I turned and cut across the clearing, following the direction of the dogs’ barking. Tall blades of grass slashed at my skirt. Through breaks in the trees I could see the volcano plume but there should have been a second column of smoke from the compound’s chimney. Either the fire wasn’t going or I was too far away. I decided to circle the island until I found a road. The terrain flattened gradually as I neared the coast, but I hit a patch of dense brambles. My walking stick became a machete. At least beating back the vines gave me a distraction from not knowing which way to go. And not knowing if Edward was all right.
He might be wandering the island, lost like me. I know about the scandal, he’d said. But if that was so, why hadn’t he said anything earlier? Why had he agreed to come if he knew my father was a madman?
I beat back another bramble with my walking stick. Edward Prince was as difficult to figure out as the twists and turns in the jungle labyrinth. Every direction looked the same. Big, woolly vines clung to the trunks of many-armed trees. Brambles tangled like a wild horse’s mane.
A cry sounded in the distance, and a bolt of fear propelled me forward into a run. The three-toed creature was still out there—man or beast or murderer, I didn’t know. Maybe watching, even now. Waiting for nightfall. Following my steps like a phantom. The faster I ran, the greater the fear swelled. I wiped slick sweat off my forehead but more took its place. I started sprinting, faster and faster, until I crashed into a copse of leafy stalks. When I fought my way through, I found myself next to a small, winding stream.

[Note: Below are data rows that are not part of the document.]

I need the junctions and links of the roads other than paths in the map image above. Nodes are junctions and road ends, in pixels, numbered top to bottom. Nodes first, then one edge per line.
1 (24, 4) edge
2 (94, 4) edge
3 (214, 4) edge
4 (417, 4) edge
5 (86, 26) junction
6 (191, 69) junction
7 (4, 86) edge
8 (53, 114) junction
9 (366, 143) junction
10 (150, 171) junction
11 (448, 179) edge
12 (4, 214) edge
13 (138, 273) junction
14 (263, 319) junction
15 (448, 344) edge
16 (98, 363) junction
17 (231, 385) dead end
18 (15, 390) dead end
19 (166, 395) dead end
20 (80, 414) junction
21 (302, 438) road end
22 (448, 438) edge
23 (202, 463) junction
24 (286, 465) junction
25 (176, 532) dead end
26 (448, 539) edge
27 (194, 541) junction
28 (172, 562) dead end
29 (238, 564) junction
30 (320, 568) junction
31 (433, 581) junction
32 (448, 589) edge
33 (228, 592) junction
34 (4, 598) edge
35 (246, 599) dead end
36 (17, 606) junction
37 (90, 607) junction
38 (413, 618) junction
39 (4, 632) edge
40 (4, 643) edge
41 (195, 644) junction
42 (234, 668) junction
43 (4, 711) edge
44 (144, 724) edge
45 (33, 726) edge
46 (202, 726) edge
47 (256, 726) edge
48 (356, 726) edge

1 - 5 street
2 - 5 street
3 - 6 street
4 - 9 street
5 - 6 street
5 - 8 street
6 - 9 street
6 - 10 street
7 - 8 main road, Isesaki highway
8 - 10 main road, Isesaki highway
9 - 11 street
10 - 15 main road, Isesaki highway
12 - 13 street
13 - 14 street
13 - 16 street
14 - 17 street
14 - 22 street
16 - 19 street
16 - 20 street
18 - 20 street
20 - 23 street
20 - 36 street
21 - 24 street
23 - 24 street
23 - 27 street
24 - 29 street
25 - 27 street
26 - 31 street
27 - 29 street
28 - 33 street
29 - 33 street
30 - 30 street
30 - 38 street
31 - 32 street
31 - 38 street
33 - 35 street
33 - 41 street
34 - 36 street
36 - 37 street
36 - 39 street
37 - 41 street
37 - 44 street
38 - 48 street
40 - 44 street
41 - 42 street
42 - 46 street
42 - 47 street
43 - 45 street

I collapsed on the bank. The thump of my pulse was deafening. A bird warbled, and then another. But no phantom pursuer crashed through the jungle behind me. My breath slowed.
I splashed water on my burning face and lay back on the moss and leaves, letting my lungs fill with air. Nothing about the island was predictable. It was as alive as a person, full of whims and lies and contradictions. I didn’t know what to trust. Each snap sounded like a pursuer. Every half-trampled path led to nothing. How could I even trust my own instincts? They had led me to the island to test some theory—some desperate hope—that the world had been wrong about my father.

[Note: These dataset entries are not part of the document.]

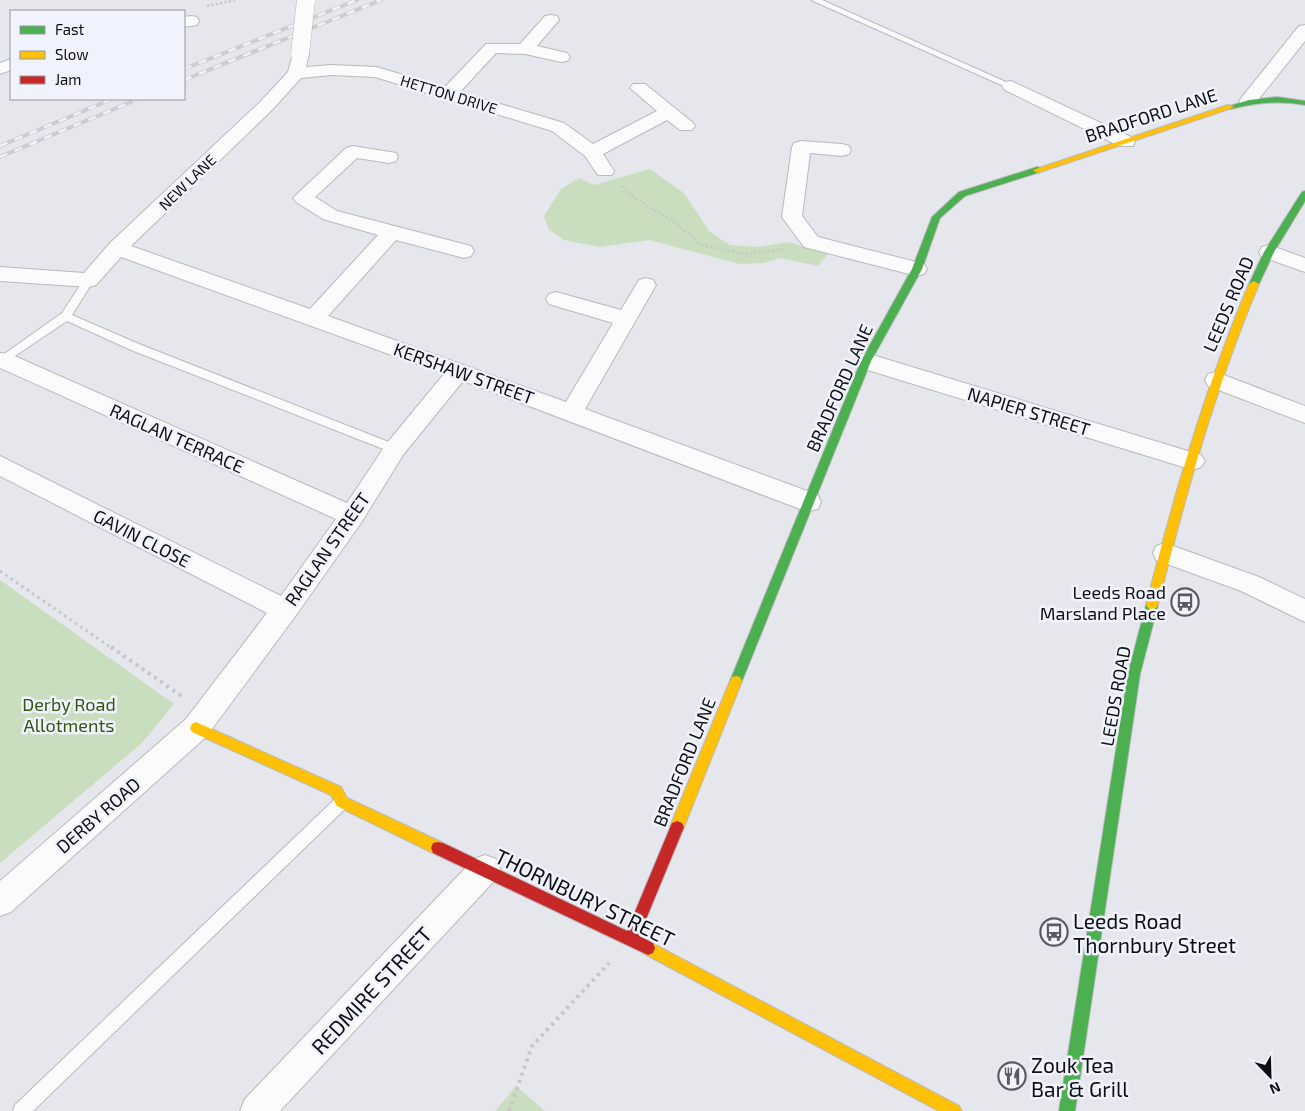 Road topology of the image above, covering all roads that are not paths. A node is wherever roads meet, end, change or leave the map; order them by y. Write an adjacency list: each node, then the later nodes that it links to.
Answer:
1 (306, 0): 7 (street, bridge)
2 (815, 0): 8 (lane)
3 (551, 20): 5 (street)
4 (1305, 30): 11 (street)
5 (525, 50): 6 (street); 10 (street)
6 (561, 57)
7 (296, 73): 10 (street, HETTON DRIVE); 22 (street, NEW LANE)
8 (1011, 86): 15 (street)
9 (639, 88): 13 (street)
10 (447, 95): 17 (street, HETTON DRIVE)
11 (1248, 101): 12 (main road, BRADFORD LANE); 15 (main road, BRADFORD LANE)
12 (1305, 103)
13 (669, 112): 14 (street); 17 (street)
14 (686, 126)
15 (1126, 142): 26 (main road, BRADFORD LANE)
16 (842, 150): 26 (street)
17 (592, 152): 19 (street, HETTON DRIVE)
18 (389, 157): 21 (street)
19 (605, 171)
20 (1305, 194): 24 (main road, LEEDS ROAD)
21 (392, 232): 23 (street); 32 (street)
22 (117, 248): 28 (street, NEW LANE); 32 (street, KERSHAW STREET)
23 (464, 251)
24 (1269, 252): 25 (street); 37 (main road, LEEDS ROAD)
25 (1305, 265)
26 (917, 269): 35 (main road, BRADFORD LANE)
27 (0, 274): 28 (street)
28 (89, 280): 31 (lane)
29 (646, 285): 33 (street)
30 (556, 298): 33 (street)
31 (66, 316): 34 (lane); 40 (lane)
32 (312, 319): 36 (street, KERSHAW STREET)
33 (626, 320): 38 (street)
34 (1, 361): 44 (street, RAGLAN TERRACE)
35 (866, 362): 41 (street, NAPIER STREET); 43 (main road, BRADFORD LANE)
36 (459, 371): 38 (street, KERSHAW STREET); 40 (street, RAGLAN STREET)
37 (1216, 380): 39 (street); 41 (main road, LEEDS ROAD)
38 (571, 413): 43 (street, KERSHAW STREET)
39 (1305, 415)
40 (395, 448): 44 (street, RAGLAN STREET)
41 (1193, 461): 45 (main road, LEEDS ROAD)
42 (0, 465): 46 (street, GAVIN CLOSE)
43 (809, 502): 52 (main road, BRADFORD LANE)
44 (352, 516): 46 (street, RAGLAN STREET)
45 (1165, 553): 47 (street); 56 (main road, LEEDS ROAD)
46 (285, 610): 48 (street, RAGLAN STREET)
47 (1305, 611)
48 (202, 721): 49 (main road, THORNBURY STREET); 51 (street, DERBY ROAD)
49 (342, 802): 50 (main road, THORNBURY STREET); 53 (lane)
50 (485, 868): 52 (main road, THORNBURY STREET); 54 (street, REDMIRE STREET)
51 (0, 901)
52 (631, 939): 55 (main road, THORNBURY STREET)
53 (21, 1111)
54 (257, 1111)
55 (954, 1111)
56 (1067, 1111)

My instincts had been wrong.
My vision was blurry and my head pounded—I’d missed my injection that morning. I wiped my face and noticed a streak of red on my arm. Blood bubbled from the thorn scratches. I touched my forehead, my cheeks, my neck. Blood stuck to my skin like tar. I’d become prey to the island but, as in my dream, I felt no pain. Only a fascination with the webs of slashes and bloody marks on my body. I was sliding, slipping away from humanity.
Had my father slid the same way?
Something fast and damp darted across my hand. I sat up with a shriek. Across the stream, something flashed again, then closer, moving incredibly fast. It was about the size of a rat but of an odd fleshy color. The longer I sat still, the more creatures appeared, slinking around on the other side of the stream. I bent forward slowly to take a drink, cupping the water in my hands, and looked up to find one standing on its hind legs on a rock, head cocked. I gasped. Not afraid, just bewildered. I’d never seen anything like it. It was a little smaller than a rat, furless, with a face like a snapping turtle. The thing squawked and disappeared back into the foliage. For a few moments, not a single leaf rustled.